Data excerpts
Segment Open

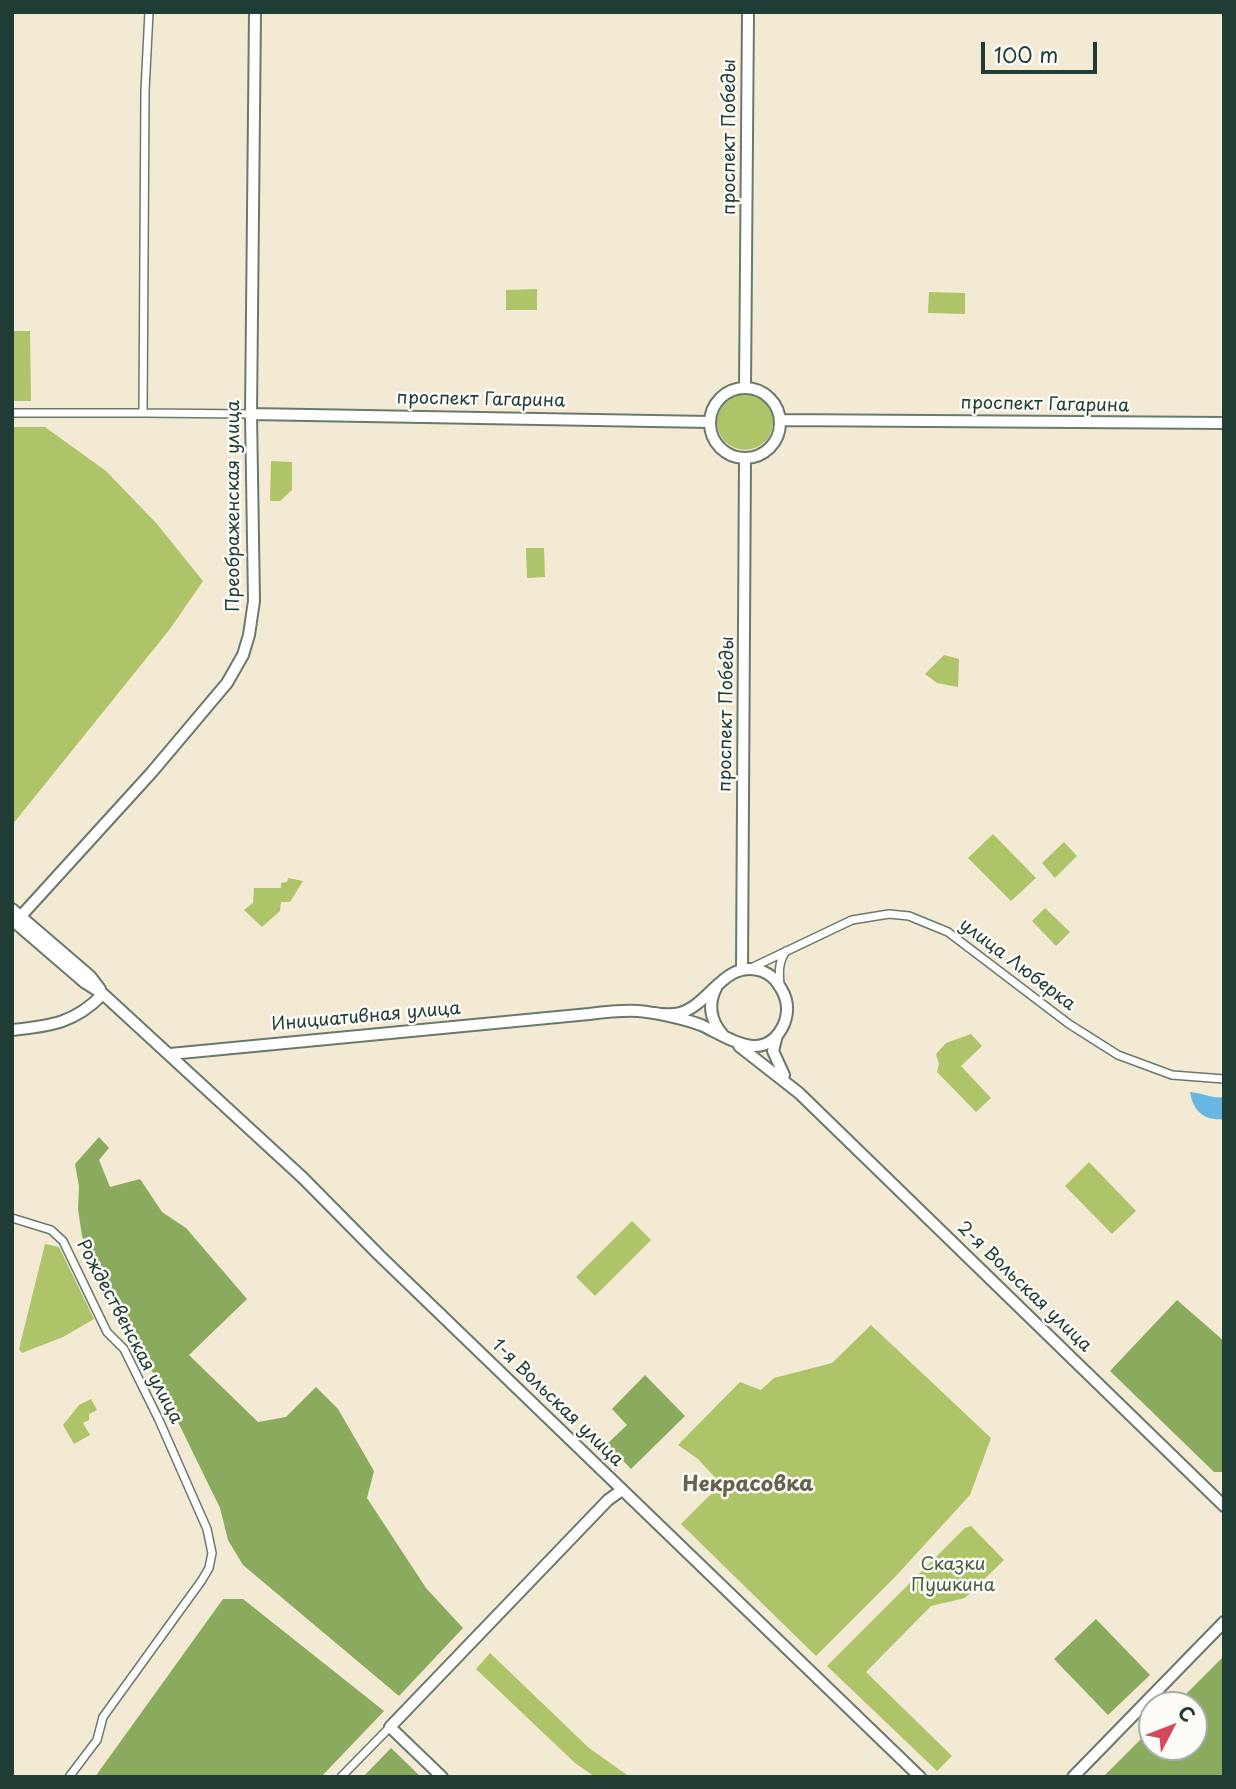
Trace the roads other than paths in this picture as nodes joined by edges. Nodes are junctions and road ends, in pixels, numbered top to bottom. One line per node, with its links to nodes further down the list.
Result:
1 (149, 12): 6 (street)
2 (255, 12): 7 (street, Преображенская улица)
3 (748, 12): 4 (street, проспект Победы)
4 (745, 387): 8 (street); 9 (street)
5 (12, 413): 6 (street)
6 (143, 413): 7 (street)
7 (251, 414): 9 (street, проспект Гагарина); 12 (street, Преображенская улица)
8 (781, 421): 10 (street, проспект Гагарина); 11 (street)
9 (710, 422): 11 (street)
10 (1224, 424)
11 (746, 459): 14 (street, проспект Победы)
12 (15, 915): 17 (street)
13 (789, 948): 14 (street, улица Люберка); 16 (street); 23 (street, улица Люберка)
14 (745, 969): 15 (street, Инициативная улица); 16 (street)
15 (722, 980): 18 (street, Инициативная улица); 21 (street)
16 (780, 986): 20 (street)
17 (103, 994): 19 (street); 22 (street)
18 (655, 1013): 21 (street, Инициативная улица); 22 (street, Инициативная улица)
19 (12, 1030)
20 (777, 1034): 21 (street); 24 (street, 2-я Вольская улица)
21 (730, 1040): 24 (street, 2-я Вольская улица)
22 (170, 1054): 26 (street, 1-я Вольская улица)
23 (1224, 1079)
24 (799, 1093): 27 (street, 2-я Вольская улица)
25 (12, 1218): 30 (street, Рождественская улица)
26 (622, 1490): 29 (street); 33 (street, 1-я Вольская улица)
27 (1222, 1500)
28 (1224, 1622): 34 (street)
29 (390, 1727): 31 (street); 32 (street)
30 (69, 1777)
31 (341, 1777)
32 (442, 1777)
33 (920, 1777)
34 (1073, 1777)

Segment Closed

Transcribe all the entries precisely. Do not include any picture.

Trace the roads other than paths in this picture as nodes joined by edges. Nodes are junctions and road ends, in pixels, numbered top to bottom. One line per node, with its links to nodes further down the list.
Result:
1 (149, 12): 6 (street)
2 (255, 12): 7 (street, Преображенская улица)
3 (748, 12): 4 (street, проспект Победы)
4 (745, 387): 8 (street); 9 (street)
5 (12, 413): 6 (street)
6 (143, 413): 7 (street)
7 (251, 414): 9 (street, проспект Гагарина); 12 (street, Преображенская улица)
8 (781, 421): 10 (street, проспект Гагарина); 11 (street)
9 (710, 422): 11 (street)
10 (1224, 424)
11 (746, 459): 14 (street, проспект Победы)
12 (15, 915): 17 (street)
13 (789, 948): 14 (street, улица Люберка); 16 (street); 23 (street, улица Люберка)
14 (745, 969): 15 (street, Инициативная улица); 16 (street)
15 (722, 980): 18 (street, Инициативная улица); 21 (street)
16 (780, 986): 20 (street)
17 (103, 994): 19 (street); 22 (street)
18 (655, 1013): 21 (street, Инициативная улица); 22 (street, Инициативная улица)
19 (12, 1030)
20 (777, 1034): 21 (street); 24 (street, 2-я Вольская улица)
21 (730, 1040): 24 (street, 2-я Вольская улица)
22 (170, 1054): 26 (street, 1-я Вольская улица)
23 (1224, 1079)
24 (799, 1093): 27 (street, 2-я Вольская улица)
25 (12, 1218): 30 (street, Рождественская улица)
26 (622, 1490): 29 (street); 33 (street, 1-я Вольская улица)
27 (1222, 1500)
28 (1224, 1622): 34 (street)
29 (390, 1727): 31 (street); 32 (street)
30 (69, 1777)
31 (341, 1777)
32 (442, 1777)
33 (920, 1777)
34 (1073, 1777)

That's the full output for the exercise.